BEGIN ENTRIES PROVIDED
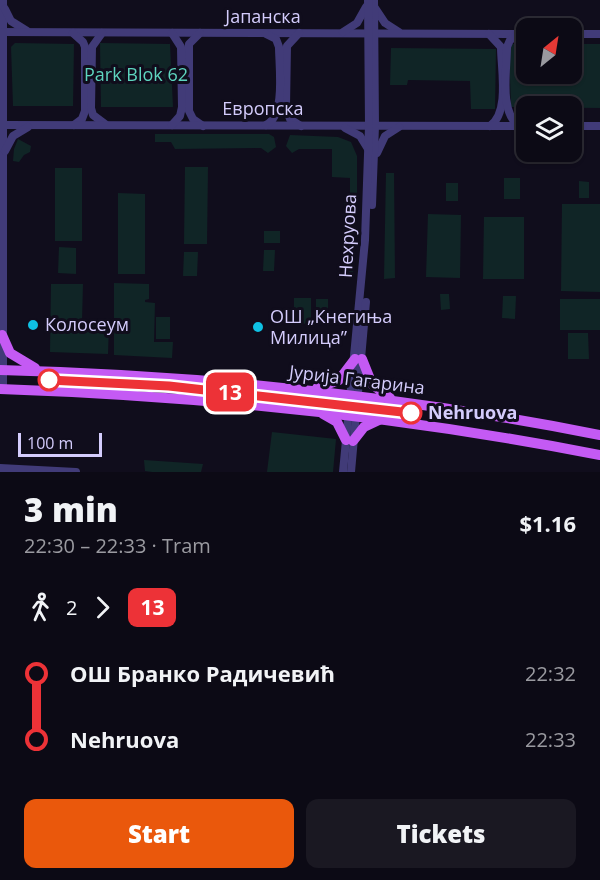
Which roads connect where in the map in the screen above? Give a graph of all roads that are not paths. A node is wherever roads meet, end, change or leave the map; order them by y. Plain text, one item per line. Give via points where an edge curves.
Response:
1 (3, 2) edge
2 (371, 2) edge
3 (2, 32) edge
4 (30, 32) junction
5 (73, 33) junction
6 (102, 33) junction
7 (172, 33) junction
8 (200, 33) junction
9 (265, 33) junction
10 (299, 33) junction
11 (339, 33) junction
12 (371, 33) junction
13 (402, 33) junction
14 (488, 34) junction
15 (516, 34) edge
16 (582, 34) edge
17 (600, 34) edge
18 (516, 37) edge
19 (516, 122) edge
20 (2, 125) edge
21 (31, 125) junction
22 (74, 125) junction
23 (107, 125) junction
24 (172, 125) junction
25 (203, 126) junction
26 (265, 126) junction
27 (301, 126) junction
28 (336, 126) junction
29 (372, 126) junction
30 (399, 126) junction
31 (490, 126) junction
32 (516, 126) edge
33 (582, 126) edge
34 (600, 126) edge
35 (368, 149) junction
36 (3, 157) junction
37 (374, 161) junction
38 (2, 335) junction
39 (359, 359) junction
40 (2, 370) edge
41 (47, 371) junction
42 (1, 389) edge
43 (309, 390) junction
44 (355, 395) junction
45 (395, 400) junction
46 (309, 409) junction
47 (353, 414) junction
48 (383, 419) junction
49 (600, 435) edge
50 (350, 440) junction
51 (600, 455) edge
52 (0, 468) edge
53 (37, 471) edge
54 (76, 472) edge
55 (343, 472) edge
56 (351, 472) edge

1 - 3 street
1 - 4 street via 11,21
2 - 11 street via 353,27
2 - 12 street, Нехруова
2 - 13 street via 385,23
3 - 4 street, Јапанска
3 - 20 street
4 - 5 street, Јапанска
5 - 6 street, Јапанска
5 - 22 street via 85,47 85,111
6 - 7 street, Јапанска
6 - 23 street via 92,47 91,108 97,119
7 - 8 street, Јапанска
7 - 24 street via 181,44 182,106
8 - 9 street, Јапанска
8 - 25 street via 189,44 189,111 192,119
9 - 10 street, Јапанска
9 - 26 street via 276,39 279,47 278,110 274,120
10 - 11 street, Јапанска
10 - 27 street via 287,46 286,106 290,119
11 - 12 street, Јапанска
12 - 13 street, Јапанска
12 - 29 street, Нехруова
13 - 14 street, Јапанска
14 - 15 street, Јапанска
14 - 31 street via 500,44 501,59 501,114
16 - 17 street
18 - 19 street via 507,47 507,109
20 - 21 street, Европска
20 - 36 street
21 - 22 street, Европска
21 - 36 street via 13,136
22 - 23 street, Европска
23 - 24 street, Европска
24 - 25 street, Европска
25 - 26 street, Европска
26 - 27 street, Европска
27 - 28 street, Европска
28 - 29 street, Европска
28 - 35 street via 360,136
29 - 30 street, Европска
29 - 35 street, Нехруова
29 - 37 street, Нехруова
30 - 31 street, Европска
30 - 37 street via 381,141
31 - 32 street, Европска
33 - 34 street
35 - 39 street, Нехруова
36 - 38 street
37 - 39 street, Нехруова
38 - 40 street
38 - 41 main road via 15,357
39 - 43 main road via 339,380
39 - 44 street, Нехруова
39 - 45 main road via 372,384
40 - 41 main road, Јурија Гагарина
40 - 42 street
41 - 43 main road, Јурија Гагарина
42 - 46 main road, Јурија Гагарина via 144,395
43 - 44 main road, Јурија Гагарина
44 - 45 main road, Јурија Гагарина
44 - 47 street, Нехруова
45 - 49 main road, Јурија Гагарина
46 - 47 main road, Јурија Гагарина
46 - 50 main road via 334,420
47 - 48 main road, Јурија Гагарина
47 - 50 street, Нехруова
48 - 50 main road via 367,425
48 - 51 main road, Јурија Гагарина
50 - 55 street, Нехруова
50 - 56 street, Нехруова
52 - 53 street
53 - 54 street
END ENTRIES PROVIDED
WORK INSTRUCTIONS: For the string "Јапанска", work out how many lines of the data contain it; answer with the number alone.

OUTPUT OF THE TASK: 12